Pocas cosas más absurdas que la crisis global de desperdicio de alimentos, una tragedia que en sí misma confirma lo irracional que es la humanidad. No es posible entender, tampoco tolerar, que en 2022 el mundo tirara a la basura 1.000 millones de comidas diarias, el 19 % del total de los alimentos producidos ese año, mientras 790 millones de personas padecían hambre crónica.

El más reciente informe sobre el Índice de Desperdicio de Alimentos del Programa de la ONU para el Medio Ambiente (PNUMA) vuelve a poner el dedo en una llaga que nos resistimos a cerrar, pese a que cada vez más voces alertan sobre un problema que aumentó 13 % desde 2019. En la actualidad, cada persona despilfarra en promedio 79 kilos de comida en un año. De ellos, el 60 % procede de viviendas particulares, el 28 % de establecimientos de alimentación, como restaurantes, y el 12 % restante de tiendas minoristas.
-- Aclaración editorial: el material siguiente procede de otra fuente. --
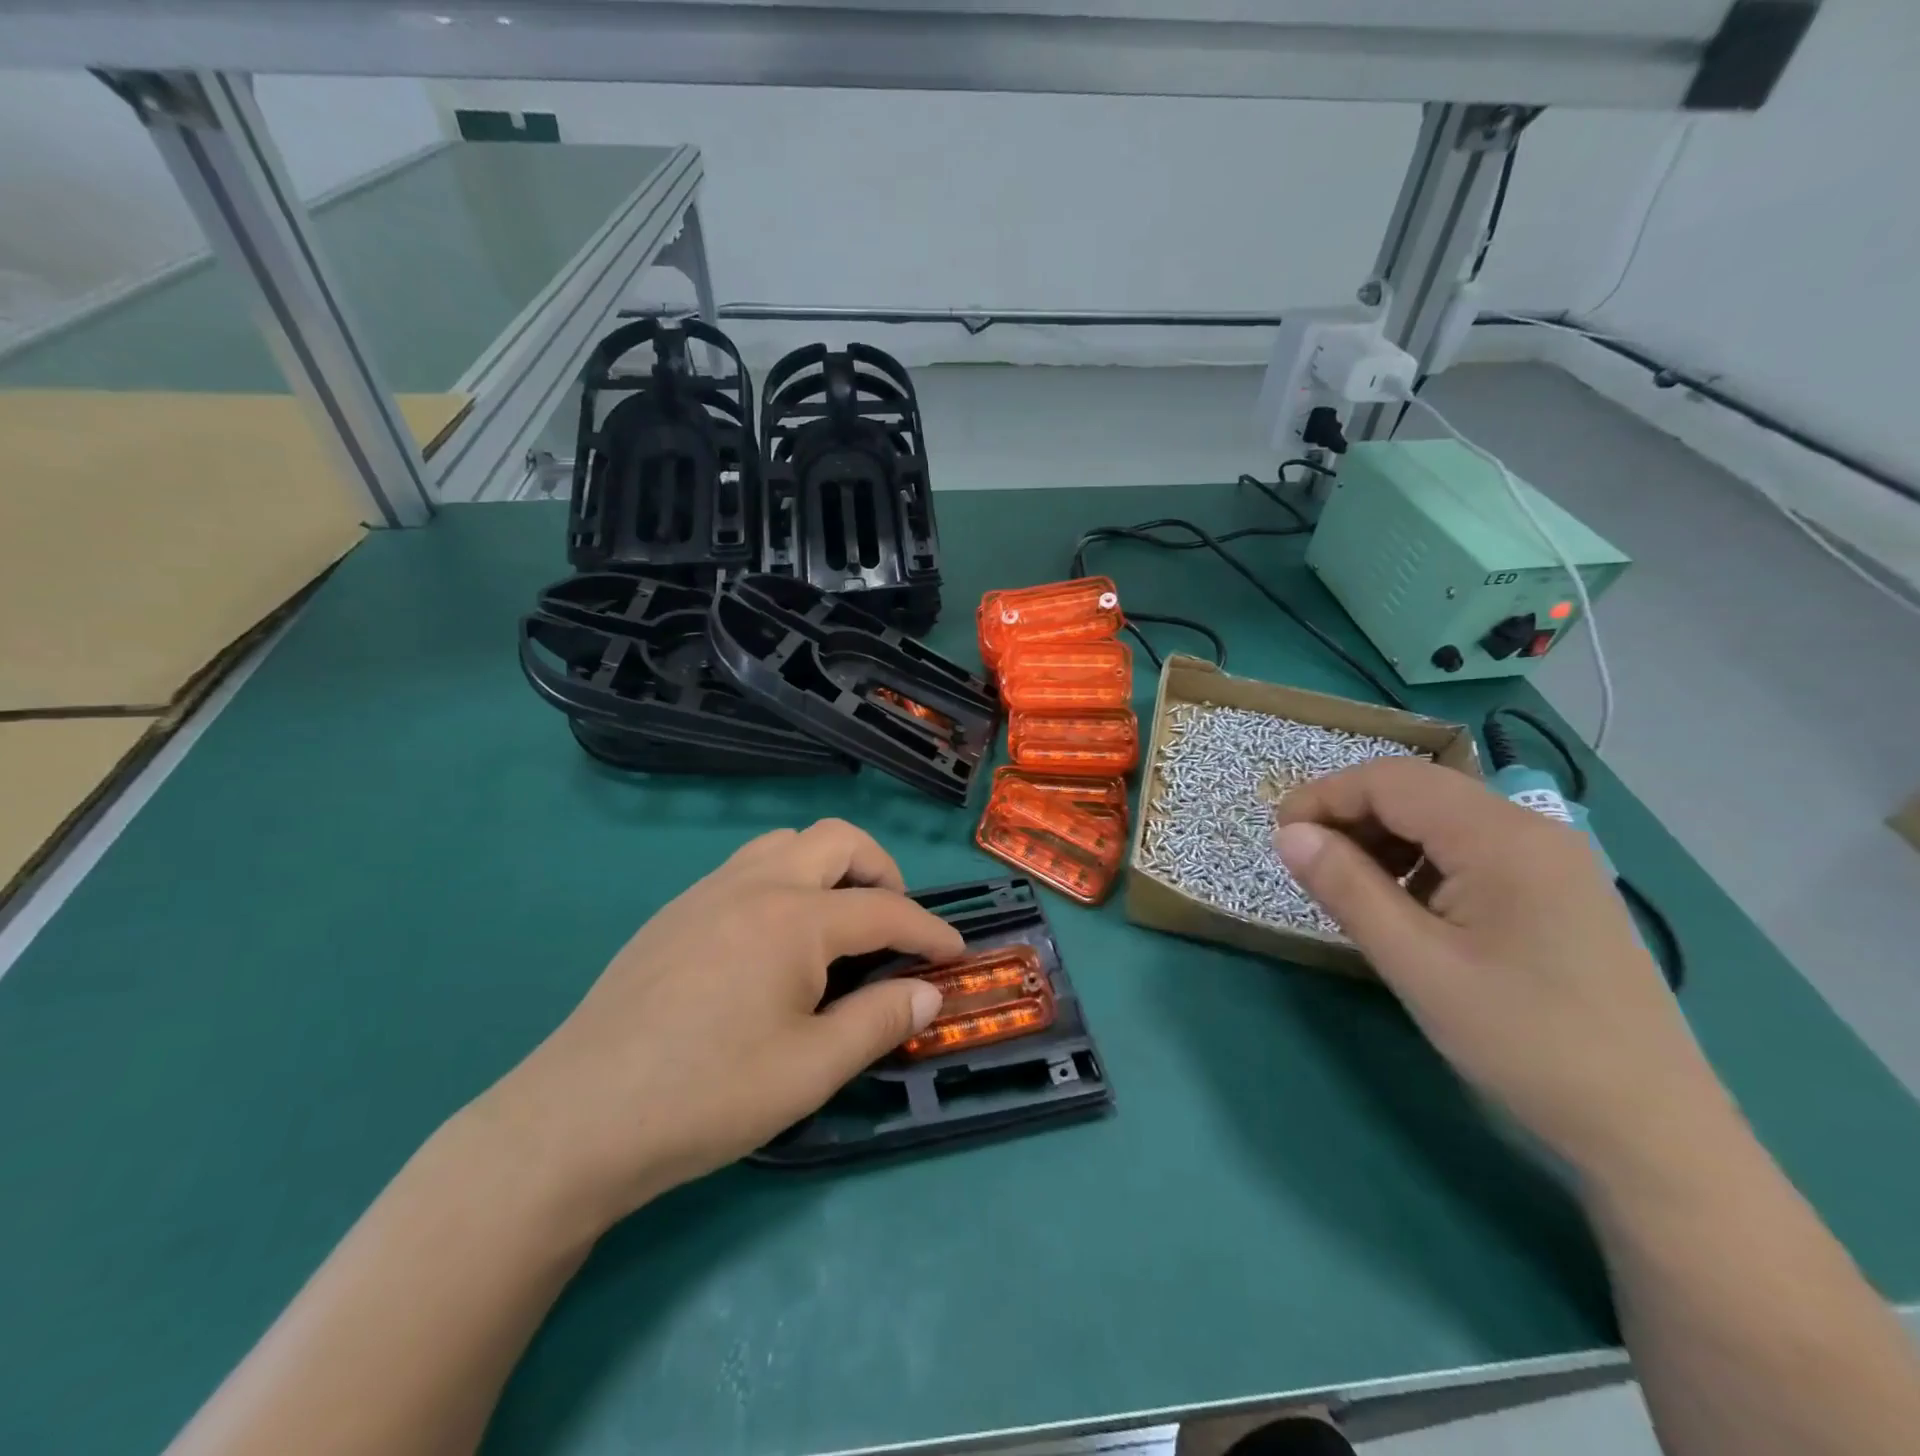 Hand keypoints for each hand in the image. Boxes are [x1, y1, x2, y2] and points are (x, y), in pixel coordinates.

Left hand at [473, 820, 962, 1228]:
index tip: (954, 953)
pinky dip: (785, 882)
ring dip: (828, 868)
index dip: (928, 930)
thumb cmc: (705, 1097)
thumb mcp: (810, 1070)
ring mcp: (707, 892)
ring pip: (787, 843)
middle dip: (882, 871)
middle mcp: (754, 885)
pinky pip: (747, 867)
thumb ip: (879, 1022)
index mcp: (794, 919)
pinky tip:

Responsabilidad o estulticia compartidas. En Colombia, donde un tercio de los hogares soporta inseguridad alimentaria grave o moderada, no escapamos de esta debacle moral. Con una oferta nacional disponible de 28,5 millones de toneladas de alimentos al año, se pierden o desperdician en ese lapso 9,7 millones de toneladas de comida, el 34 % del total. O lo que es igual, por cada 3 toneladas de producción, una se va a la basura. Para ser más claros, un ciudadano despilfarra en promedio entre 55 y 65 kilos por año.

Frutas y verduras, con más del 62 %, es lo que más se pierde o desperdicia, en su gran mayoría durante las etapas de producción agropecuaria, almacenamiento y procesamiento industrial. Aunque también la distribución, venta y el manejo que se hace en el interior de los hogares, por comprar de manera compulsiva, no leer el etiquetado, no tener menús programados, ni considerar los productos locales o de temporada, tienen un peso importante en este desperdicio monumental. No en vano Ábaco, la organización que reúne a unos 24 bancos de alimentos, asegura que con toda la comida que se bota “se podría acabar de sobra con el hambre en el país”. Este es un debate que por más frustrante que sea nadie debería renunciar a dar, tampoco lo dejaremos de hacer nosotros, hasta que se entienda la urgencia de cambiar el rumbo frente al inaceptable desperdicio de comida. Necesitamos un cambio de mentalidad por muchas razones, cada una de las cuales trae consigo sus particulares afectaciones en el desarrollo humano. La primera, de manera obvia, tiene origen en las recurrentes crisis de seguridad alimentaria que encaran las comunidades más vulnerables de un número indeterminado de países, entre ellos el nuestro. Otra pone su foco en las cuantiosas pérdidas que provoca el despilfarro de comida en la economía global que, de acuerdo con la FAO, alcanzan unos 350 mil millones de dólares anuales.

Indudablemente la más amenazadora por sus acelerados efectos que como si fueran un búmeran impactan con fuerza a las otras dos se asocia con la emergencia climática que mantiene en jaque el planeta. Documentados estudios confirman que el desperdicio de alimentos le pasa una factura impagable a la naturaleza por la huella de carbono estimada en 3.300 millones de toneladas de emisiones de gases de efecto invernadero que se desprenden de su pérdida. Tan alarmante es que expertos consideran que si se tratara de un país habría que colocarlo en tercer lugar, tras China y Estados Unidos. Sus efectos también se extienden a los determinantes sectores de la agricultura y ganadería, a su suelo fértil, por no hablar de la huella hídrica, debido a las cantidades de agua empleadas en producir alimentos que se desperdician al final.

Afortunadamente existen iniciativas comunitarias, de restaurantes, supermercados u otras instancias para fortalecer acciones individuales y colectivas contra la pérdida de alimentos. Es un imperativo moral vincularse a estos esfuerzos haciendo lo que esté a nuestro alcance. No se trata de desatar una cacería de brujas señalando responsabilidades, esas se tienen claras desde hace tiempo, sino de que cada quien asuma con sentido común que puede hacer mucho más si sale de su habitual espacio de confort, de usar y tirar. Lo que apremia es que la normatividad vigente en Colombia se aplique para generar conciencia social; pero, si hace falta, que se impongan sanciones a quienes no cumplan con sus obligaciones, en el caso de los eslabones de la cadena de producción.